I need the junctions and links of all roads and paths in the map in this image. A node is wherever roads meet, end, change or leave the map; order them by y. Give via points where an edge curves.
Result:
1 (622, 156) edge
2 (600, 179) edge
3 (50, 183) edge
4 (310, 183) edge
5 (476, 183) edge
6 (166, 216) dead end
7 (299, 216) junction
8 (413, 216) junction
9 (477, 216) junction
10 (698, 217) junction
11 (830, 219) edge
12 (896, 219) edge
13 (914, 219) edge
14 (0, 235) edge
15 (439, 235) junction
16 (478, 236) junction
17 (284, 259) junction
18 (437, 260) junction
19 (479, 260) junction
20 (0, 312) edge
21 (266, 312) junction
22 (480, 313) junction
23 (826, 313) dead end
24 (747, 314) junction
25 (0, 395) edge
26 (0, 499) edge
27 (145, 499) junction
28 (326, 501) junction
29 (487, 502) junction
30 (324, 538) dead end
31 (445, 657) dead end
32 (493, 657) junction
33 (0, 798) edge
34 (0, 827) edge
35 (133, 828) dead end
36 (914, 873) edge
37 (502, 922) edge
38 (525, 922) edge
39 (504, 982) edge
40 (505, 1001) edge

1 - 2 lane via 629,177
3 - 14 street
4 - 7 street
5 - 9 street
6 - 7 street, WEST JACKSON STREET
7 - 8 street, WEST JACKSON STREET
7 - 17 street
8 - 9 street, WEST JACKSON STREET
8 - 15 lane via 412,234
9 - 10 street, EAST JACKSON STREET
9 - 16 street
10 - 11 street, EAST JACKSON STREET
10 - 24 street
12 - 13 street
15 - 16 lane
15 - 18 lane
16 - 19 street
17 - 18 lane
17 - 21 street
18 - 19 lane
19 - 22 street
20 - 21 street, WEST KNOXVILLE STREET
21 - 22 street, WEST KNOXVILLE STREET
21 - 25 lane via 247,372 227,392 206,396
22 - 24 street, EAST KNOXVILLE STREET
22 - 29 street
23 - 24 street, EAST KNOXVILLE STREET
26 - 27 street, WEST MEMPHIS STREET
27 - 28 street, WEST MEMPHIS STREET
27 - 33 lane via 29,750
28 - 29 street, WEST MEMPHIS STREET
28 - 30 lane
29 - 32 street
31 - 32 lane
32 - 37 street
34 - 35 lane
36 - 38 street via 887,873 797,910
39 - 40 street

What is expected
Output all of the material, please, exactly as it stands.

The completed task
I need the junctions and links of all roads and paths in the map in this image. A node is wherever roads meet, end, change or leave the map; order them by y. Give via points where an edge curves.
Result:
1 (622, 156) edge
2 (600, 179) edge
3 (50, 183) edge
4 (310, 183) edge
5 (476, 183) edge
6 (166, 216) dead end
7 (299, 216) junction
8 (413, 216) junction
9 (477, 216) junction
10 (698, 217) junction
11 (830, 219) edge
12 (896, 219) edge
13 (914, 219) edge
14 (0, 235) edge
15 (439, 235) junction
16 (478, 236) junction
17 (284, 259) junction
18 (437, 260) junction
19 (479, 260) junction
20 (0, 312) edge
21 (266, 312) junction
22 (480, 313) junction
23 (826, 313) dead end
24 (747, 314) junction
25 (0, 395) edge
26 (0, 499) edge
27 (145, 499) junction
28 (326, 501) junction
29 (487, 502) junction
30 (324, 538) dead end
31 (445, 657) dead end
32 (493, 657) junction
33 (0, 798) edge
34 (0, 827) edge
35 (133, 828) dead end
36 (914, 873) edge
37 (502, 922) edge
38 (525, 922) edge
39 (504, 982) edge
40 (505, 1001) edge

1 - 2 lane via 629,177
3 - 14 street
4 - 7 street
5 - 9 street
6 - 7 street, WEST JACKSON STREET
7 - 8 street, WEST JACKSON STREET
7 - 17 street
8 - 9 street, WEST JACKSON STREET
8 - 15 lane via 412,234
9 - 10 street, EAST JACKSON STREET
9 - 16 street
10 - 11 street, EAST JACKSON STREET
10 - 24 street
12 - 13 street
15 - 16 lane
15 - 18 lane
16 - 19 street
17 - 18 lane
17 - 21 street
18 - 19 lane
19 - 22 street
20 - 21 street, WEST KNOXVILLE STREET
21 - 22 street, WEST KNOXVILLE STREET
21 - 25 lane via 247,372 227,392 206,396
22 - 24 street, EAST KNOXVILLE STREET
22 - 29 street
23 - 24 street, EAST KNOXVILLE STREET
26 - 27 street, WEST MEMPHIS STREET
27 - 28 street, WEST MEMPHIS STREET
27 - 33 lane via 29,750
28 - 29 street, WEST MEMPHIS STREET
28 - 30 lane
29 - 32 street
31 - 32 lane
32 - 37 street
34 - 35 lane
36 - 38 street via 887,873 797,910
39 - 40 street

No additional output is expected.